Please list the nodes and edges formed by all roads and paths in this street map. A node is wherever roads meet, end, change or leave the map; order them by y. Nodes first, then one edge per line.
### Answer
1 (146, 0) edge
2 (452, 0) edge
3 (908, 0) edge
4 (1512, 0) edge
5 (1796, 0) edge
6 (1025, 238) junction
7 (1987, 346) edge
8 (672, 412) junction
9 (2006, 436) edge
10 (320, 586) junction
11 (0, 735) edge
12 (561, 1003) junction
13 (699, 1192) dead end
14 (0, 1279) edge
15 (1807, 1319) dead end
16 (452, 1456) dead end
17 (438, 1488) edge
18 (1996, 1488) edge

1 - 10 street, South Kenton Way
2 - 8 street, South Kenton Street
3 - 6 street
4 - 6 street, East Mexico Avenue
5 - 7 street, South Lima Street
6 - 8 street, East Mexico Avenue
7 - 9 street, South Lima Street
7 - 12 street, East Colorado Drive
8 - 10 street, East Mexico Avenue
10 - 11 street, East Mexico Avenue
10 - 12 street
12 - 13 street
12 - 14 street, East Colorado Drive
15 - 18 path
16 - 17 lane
+ + + + +
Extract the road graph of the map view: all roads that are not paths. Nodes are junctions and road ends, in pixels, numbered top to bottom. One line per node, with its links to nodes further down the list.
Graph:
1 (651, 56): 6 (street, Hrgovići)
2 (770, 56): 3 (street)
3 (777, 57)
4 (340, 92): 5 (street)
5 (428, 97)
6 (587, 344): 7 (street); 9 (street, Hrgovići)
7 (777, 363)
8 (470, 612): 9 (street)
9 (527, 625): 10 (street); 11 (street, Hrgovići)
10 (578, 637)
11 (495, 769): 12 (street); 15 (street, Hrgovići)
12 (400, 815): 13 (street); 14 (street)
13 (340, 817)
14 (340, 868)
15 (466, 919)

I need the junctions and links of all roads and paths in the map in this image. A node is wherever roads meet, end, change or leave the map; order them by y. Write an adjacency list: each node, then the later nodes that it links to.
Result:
+ + + + +
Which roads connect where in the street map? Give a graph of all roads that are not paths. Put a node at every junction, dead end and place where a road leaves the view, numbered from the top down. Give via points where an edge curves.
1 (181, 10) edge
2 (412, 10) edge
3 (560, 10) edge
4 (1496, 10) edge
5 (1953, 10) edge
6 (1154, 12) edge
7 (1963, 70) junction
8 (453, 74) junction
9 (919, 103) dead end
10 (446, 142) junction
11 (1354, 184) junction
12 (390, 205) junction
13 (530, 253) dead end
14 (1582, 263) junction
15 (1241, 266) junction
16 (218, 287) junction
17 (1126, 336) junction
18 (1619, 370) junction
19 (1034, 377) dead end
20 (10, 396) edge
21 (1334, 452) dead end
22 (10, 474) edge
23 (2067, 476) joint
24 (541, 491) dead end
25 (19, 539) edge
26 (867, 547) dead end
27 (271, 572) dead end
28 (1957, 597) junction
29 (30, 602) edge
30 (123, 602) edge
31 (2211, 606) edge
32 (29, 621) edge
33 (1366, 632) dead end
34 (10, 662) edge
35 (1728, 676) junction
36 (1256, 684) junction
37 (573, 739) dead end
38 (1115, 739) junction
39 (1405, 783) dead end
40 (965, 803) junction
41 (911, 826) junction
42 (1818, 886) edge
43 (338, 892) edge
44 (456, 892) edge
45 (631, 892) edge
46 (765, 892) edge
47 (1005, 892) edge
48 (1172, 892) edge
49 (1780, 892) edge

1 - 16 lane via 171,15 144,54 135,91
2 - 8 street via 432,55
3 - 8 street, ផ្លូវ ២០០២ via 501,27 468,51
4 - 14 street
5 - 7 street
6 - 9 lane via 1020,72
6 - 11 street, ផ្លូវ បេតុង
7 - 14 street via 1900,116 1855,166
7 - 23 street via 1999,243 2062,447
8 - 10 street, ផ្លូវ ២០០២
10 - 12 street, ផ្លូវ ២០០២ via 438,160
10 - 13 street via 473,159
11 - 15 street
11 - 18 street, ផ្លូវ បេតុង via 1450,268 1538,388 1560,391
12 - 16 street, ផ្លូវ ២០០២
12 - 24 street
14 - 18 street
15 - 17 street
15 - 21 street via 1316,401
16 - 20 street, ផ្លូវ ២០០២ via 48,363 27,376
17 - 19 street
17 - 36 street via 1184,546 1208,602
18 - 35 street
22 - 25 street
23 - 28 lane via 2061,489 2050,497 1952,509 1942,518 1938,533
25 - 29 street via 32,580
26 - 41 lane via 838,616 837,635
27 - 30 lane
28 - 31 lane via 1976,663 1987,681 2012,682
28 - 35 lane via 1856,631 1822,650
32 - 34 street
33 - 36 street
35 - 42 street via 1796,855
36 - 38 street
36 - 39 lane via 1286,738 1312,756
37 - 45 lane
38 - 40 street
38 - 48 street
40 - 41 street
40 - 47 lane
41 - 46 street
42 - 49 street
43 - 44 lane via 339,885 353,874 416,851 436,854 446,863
+ + + + +
What is being asked: Give the count of lines in the entries above that hold the word "links", with no other words.

Reply to the task: 2